Stored entries:
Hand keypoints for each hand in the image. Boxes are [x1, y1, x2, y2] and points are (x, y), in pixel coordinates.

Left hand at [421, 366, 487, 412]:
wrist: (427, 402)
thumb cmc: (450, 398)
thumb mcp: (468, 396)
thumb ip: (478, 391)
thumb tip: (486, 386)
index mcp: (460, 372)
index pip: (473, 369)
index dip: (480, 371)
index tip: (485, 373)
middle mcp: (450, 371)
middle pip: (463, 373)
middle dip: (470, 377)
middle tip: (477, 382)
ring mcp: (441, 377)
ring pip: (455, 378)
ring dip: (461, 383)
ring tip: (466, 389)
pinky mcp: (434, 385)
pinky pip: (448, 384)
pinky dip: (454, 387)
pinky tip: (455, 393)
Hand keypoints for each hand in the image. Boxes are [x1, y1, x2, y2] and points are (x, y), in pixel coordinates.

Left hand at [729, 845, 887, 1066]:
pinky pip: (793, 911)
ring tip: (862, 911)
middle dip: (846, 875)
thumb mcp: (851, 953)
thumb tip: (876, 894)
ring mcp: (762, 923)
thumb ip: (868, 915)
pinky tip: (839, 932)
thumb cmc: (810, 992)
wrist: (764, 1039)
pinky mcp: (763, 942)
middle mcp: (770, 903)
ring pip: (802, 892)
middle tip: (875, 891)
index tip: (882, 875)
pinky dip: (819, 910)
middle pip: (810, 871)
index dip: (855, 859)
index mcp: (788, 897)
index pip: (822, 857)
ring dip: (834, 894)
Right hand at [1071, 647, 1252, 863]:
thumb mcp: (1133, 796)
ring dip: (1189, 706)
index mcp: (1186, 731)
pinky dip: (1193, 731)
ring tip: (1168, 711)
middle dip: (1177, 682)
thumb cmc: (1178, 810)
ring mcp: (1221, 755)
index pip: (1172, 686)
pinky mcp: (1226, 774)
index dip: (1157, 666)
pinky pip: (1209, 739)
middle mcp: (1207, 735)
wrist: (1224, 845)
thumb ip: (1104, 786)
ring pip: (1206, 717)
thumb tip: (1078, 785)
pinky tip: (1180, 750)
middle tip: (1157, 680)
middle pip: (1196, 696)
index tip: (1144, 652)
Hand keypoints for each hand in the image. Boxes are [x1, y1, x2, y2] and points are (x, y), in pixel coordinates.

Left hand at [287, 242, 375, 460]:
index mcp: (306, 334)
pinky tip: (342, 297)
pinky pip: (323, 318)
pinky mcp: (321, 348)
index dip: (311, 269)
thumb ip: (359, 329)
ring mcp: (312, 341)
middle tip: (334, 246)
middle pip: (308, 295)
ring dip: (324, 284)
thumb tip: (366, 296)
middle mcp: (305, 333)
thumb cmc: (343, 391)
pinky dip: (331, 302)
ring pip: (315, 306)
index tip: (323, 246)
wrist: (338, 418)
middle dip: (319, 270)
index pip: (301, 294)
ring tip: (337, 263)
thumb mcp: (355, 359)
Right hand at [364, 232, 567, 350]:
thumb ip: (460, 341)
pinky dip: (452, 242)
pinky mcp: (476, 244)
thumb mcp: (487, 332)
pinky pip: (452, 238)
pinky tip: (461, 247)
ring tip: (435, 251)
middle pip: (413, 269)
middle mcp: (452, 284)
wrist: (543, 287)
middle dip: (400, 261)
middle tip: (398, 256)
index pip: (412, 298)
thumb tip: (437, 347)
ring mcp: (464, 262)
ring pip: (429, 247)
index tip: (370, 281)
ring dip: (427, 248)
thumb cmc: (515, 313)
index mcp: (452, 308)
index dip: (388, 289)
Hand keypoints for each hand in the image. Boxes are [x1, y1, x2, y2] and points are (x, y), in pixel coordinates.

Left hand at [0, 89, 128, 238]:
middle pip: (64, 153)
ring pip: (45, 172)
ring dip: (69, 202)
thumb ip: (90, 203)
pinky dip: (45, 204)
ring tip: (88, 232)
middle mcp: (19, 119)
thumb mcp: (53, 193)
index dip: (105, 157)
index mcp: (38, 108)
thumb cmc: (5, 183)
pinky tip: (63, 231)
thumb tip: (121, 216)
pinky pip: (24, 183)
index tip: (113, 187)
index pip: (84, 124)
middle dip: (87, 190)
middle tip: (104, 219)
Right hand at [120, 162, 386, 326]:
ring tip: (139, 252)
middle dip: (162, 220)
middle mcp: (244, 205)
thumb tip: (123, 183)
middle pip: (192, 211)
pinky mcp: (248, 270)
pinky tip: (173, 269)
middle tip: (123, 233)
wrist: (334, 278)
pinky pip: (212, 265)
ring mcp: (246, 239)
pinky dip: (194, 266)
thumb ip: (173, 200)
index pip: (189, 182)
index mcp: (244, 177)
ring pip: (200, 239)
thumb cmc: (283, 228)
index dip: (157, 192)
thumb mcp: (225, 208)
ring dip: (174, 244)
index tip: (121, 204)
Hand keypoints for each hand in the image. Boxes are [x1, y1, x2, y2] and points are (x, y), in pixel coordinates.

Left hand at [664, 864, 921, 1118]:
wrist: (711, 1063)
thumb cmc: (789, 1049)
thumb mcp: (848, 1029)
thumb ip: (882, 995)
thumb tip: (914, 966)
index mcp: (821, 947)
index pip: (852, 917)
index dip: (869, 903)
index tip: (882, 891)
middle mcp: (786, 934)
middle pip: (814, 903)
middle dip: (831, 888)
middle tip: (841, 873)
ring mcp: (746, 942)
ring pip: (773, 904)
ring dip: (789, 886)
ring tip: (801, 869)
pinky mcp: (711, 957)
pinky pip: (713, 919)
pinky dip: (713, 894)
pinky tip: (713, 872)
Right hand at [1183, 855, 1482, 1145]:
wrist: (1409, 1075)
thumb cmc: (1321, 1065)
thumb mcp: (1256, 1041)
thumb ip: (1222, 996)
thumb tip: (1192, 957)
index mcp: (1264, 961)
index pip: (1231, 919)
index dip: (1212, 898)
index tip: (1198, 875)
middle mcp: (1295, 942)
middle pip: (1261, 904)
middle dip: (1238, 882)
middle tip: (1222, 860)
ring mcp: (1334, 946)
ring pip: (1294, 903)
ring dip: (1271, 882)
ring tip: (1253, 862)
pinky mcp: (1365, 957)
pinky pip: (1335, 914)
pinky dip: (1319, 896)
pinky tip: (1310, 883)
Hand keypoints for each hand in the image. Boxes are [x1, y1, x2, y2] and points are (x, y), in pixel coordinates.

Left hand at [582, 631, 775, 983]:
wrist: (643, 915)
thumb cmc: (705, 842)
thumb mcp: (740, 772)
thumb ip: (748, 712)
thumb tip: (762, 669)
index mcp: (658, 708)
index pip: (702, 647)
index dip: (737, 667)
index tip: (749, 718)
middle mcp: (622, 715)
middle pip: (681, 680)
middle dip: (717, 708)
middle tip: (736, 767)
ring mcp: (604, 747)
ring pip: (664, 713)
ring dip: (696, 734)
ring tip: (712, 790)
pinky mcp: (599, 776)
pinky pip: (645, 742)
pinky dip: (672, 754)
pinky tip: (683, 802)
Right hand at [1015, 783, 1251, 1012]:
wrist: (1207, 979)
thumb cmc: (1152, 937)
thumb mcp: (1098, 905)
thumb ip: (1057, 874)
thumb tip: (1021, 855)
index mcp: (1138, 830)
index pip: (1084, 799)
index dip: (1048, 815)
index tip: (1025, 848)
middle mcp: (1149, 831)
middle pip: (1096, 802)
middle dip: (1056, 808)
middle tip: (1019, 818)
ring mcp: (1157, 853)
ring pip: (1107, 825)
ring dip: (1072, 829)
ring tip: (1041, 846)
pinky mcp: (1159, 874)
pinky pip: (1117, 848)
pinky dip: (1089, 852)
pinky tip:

REQUIREMENT. Give again, word for word, the records from their first line to the one with "thumb ip: (868, 915)", and leave out all else.

WRITTEN RESPONSE.
Hand keypoints for each hand in the image. Boxes are [x1, y1, x2, y2] and points are (x, y), in pixel coordinates.

Left hand at [421, 366, 487, 412]:
wrist: (427, 402)
thumb cmc: (450, 398)
thumb mcp: (468, 396)
thumb ip: (478, 391)
thumb tip: (486, 386)
index mcp: (460, 372)
index pip: (473, 369)
index dip: (480, 371)
index tip: (485, 373)
middle mcp: (450, 371)
middle pip: (463, 373)
middle dip: (470, 377)
middle tip: (477, 382)
ring mcp: (441, 377)
ring pip: (455, 378)
ring dip: (461, 383)
ring tip: (466, 389)
pinky mcp: (434, 385)
pinky pip: (448, 384)
pinky dip: (454, 387)
pinky tip: (455, 393)
Hand keypoints for each hand in the image. Boxes are [x1, y1, x2, y2] and points are (x, y), in pixel coordinates.

Left hand at [729, 845, 887, 1066]:
pinky pip: (793, 911)
ring tip: (862, 911)
middle dip: (846, 875)
thumb mcp: (851, 953)
thumb tip: (876, 894)
ring mcp: (762, 923)
thumb ip: (868, 915)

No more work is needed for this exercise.